When Nicola Benedetti walked onstage to perform with the Oxford Philharmonic Orchestra the sunset was fading through the windows of The Sheldonian, glowing and darkening at once, as if the building itself were preparing for something magnificent.
Benedetti, the world famous Scottish violinist, then appeared in an ethereal green dress, charismatic and immediately commanding, the warmth between her and the orchestra visible from the very first moment, an artist arriving to openly converse.
And what a conversation it proved to be, Benedetti playing with a virtuosity that was almost superhuman, and yet the feeling she drew from the music was entirely, achingly human, and those of us fortunate enough to be present will not forget it in a hurry.
Presented in collaboration with the Oxford Festival of the Arts, whose theme this year Signs, Signals….& Secrets Check out our top OFA picks here perfectly matched Elgar’s Violin Concerto in B minor, Op. 61, it written with a mysterious Spanish inscription on the manuscript: “Herein is enshrined the soul of….”

Thus, the concert began not with music but with words. Sir Nicholas Kenyon taking to the stage for a short pre-concert talk exploring Edward Elgar under the compelling heading of “The Great English Progressivist”, a generous reframing of a composer too often seen through the narrow lens of imperial nostalgia, the perfect introduction to the rousing concert which followed
The support Benedetti received was masterful throughout, first Concertmasters Tamás András and Carmine Lauri leading with authority and evident joy, while Peter Adams and Mats Lidström offered beautiful, complementary support.
The shimmering sections in the slow movement were elevated to an almost spiritual level, and a particular mention must go to Uxia Martinez Botana on double bass, whose physical commitment to the performance was remarkable to witness. The incomparable Tristan Fry on solo timpani, contributed great surges of feeling to the concerto, ensuring it was as precise as it was powerful.
After the interval the orchestra returned for Elgar’s Enigma Variations, Op. 36, and here maestro Dr Marios Papadopoulos conducted entirely from memory, free to hold a full and eloquent conversation with the musicians around him.

Elgar claimed to have hidden a musical puzzle deep in the heart of his Variations and the work has never entirely relinquished its secrets, but what it gives freely and generously is something rarer still: 14 musical portraits of real people, alive with affection, humour and private meaning.
The first Concert Masters faced each other at moments across the strings, smiling with sheer pleasure, the music transporting us somewhere else entirely.
Always at the heart of the Enigma Variations, IX, “Nimrod” is a portrait of Elgar’s closest friend A.J. Jaeger, recalling a long summer evening walk when Jaeger described the sublimity of Beethoven’s slow movements to a composer in despair. Played here with full orchestral warmth and gathered, unhurried nobility, it was the emotional centre of the evening and it earned every measure of silence that followed it.
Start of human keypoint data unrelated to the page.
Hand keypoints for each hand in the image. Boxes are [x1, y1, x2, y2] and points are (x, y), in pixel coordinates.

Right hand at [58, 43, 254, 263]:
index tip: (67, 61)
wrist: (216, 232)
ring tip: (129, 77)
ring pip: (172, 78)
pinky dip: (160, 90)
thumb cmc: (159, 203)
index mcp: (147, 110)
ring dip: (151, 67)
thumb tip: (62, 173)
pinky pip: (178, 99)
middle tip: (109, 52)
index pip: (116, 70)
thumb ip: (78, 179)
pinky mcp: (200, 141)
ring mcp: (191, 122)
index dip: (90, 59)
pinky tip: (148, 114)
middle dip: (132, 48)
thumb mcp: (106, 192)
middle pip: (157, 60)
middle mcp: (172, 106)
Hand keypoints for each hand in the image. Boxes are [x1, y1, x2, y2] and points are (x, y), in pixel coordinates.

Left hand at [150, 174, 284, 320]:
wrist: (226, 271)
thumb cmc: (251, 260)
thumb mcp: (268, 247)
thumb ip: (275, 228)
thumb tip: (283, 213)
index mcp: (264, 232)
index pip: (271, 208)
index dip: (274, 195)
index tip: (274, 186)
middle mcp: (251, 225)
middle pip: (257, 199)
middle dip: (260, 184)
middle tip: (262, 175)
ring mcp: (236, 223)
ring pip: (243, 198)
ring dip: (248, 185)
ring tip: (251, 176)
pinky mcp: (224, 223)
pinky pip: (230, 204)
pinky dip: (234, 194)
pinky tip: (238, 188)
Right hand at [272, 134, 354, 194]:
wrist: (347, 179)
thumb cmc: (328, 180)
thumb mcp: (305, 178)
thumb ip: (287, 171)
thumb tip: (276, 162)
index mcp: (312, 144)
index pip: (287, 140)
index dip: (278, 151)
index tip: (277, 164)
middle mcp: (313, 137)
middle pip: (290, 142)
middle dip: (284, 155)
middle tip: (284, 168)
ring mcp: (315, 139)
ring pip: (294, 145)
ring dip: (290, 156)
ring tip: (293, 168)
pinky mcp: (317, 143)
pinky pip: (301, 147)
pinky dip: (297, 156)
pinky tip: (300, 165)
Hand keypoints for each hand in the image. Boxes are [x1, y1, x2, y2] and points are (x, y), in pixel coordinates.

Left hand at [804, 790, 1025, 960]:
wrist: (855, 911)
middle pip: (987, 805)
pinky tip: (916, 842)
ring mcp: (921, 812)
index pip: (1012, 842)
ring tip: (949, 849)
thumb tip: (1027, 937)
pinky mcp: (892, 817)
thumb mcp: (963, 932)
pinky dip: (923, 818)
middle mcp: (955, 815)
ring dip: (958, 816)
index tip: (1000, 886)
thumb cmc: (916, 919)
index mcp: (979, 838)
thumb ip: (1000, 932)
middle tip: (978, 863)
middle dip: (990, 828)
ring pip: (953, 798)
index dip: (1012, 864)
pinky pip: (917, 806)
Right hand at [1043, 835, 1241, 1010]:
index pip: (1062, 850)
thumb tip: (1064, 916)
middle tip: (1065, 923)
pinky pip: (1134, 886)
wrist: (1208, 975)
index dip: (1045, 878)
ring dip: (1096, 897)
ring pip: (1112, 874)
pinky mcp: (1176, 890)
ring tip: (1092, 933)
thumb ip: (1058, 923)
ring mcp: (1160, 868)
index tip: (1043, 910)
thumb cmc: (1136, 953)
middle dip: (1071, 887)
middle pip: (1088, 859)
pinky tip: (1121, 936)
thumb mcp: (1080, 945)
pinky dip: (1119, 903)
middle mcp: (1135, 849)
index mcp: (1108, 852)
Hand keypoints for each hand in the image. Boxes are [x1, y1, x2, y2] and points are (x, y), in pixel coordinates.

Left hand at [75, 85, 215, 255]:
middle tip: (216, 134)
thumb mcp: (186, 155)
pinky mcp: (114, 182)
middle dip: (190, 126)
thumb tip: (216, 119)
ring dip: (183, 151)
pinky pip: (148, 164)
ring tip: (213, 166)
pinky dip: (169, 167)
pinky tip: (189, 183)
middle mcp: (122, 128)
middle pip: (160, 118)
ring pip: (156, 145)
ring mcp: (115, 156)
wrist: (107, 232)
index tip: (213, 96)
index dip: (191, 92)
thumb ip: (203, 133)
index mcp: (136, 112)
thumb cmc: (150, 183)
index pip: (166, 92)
The flutes were sensational throughout the variations, the brass section perfectly rousing and the percussion under Fry unfailingly judged. The finale, Elgar’s own self-portrait woven together with the theme of “Nimrod” and the opening portrait of his beloved wife Alice, arrived with the force of something both inevitable and entirely fresh.
The long, loud applause and ovation was unequivocal. There was no encore but Dr Papadopoulos took care to thank every individual player and section and the warmth of that gesture felt entirely right: an evening built on human generosity deserved to end in it.
As we filed out into the Oxford night, looking up one last time at the Sheldonian’s glorious painted ceiling with its cherubic heavens, it was entirely natural to feel that music is transcendent and that Elgar, for all his melancholy, restraint and English diffidence, understood something about the human capacity for beauty, which the orchestra and celebrated Scottish soloist had celebrated in style.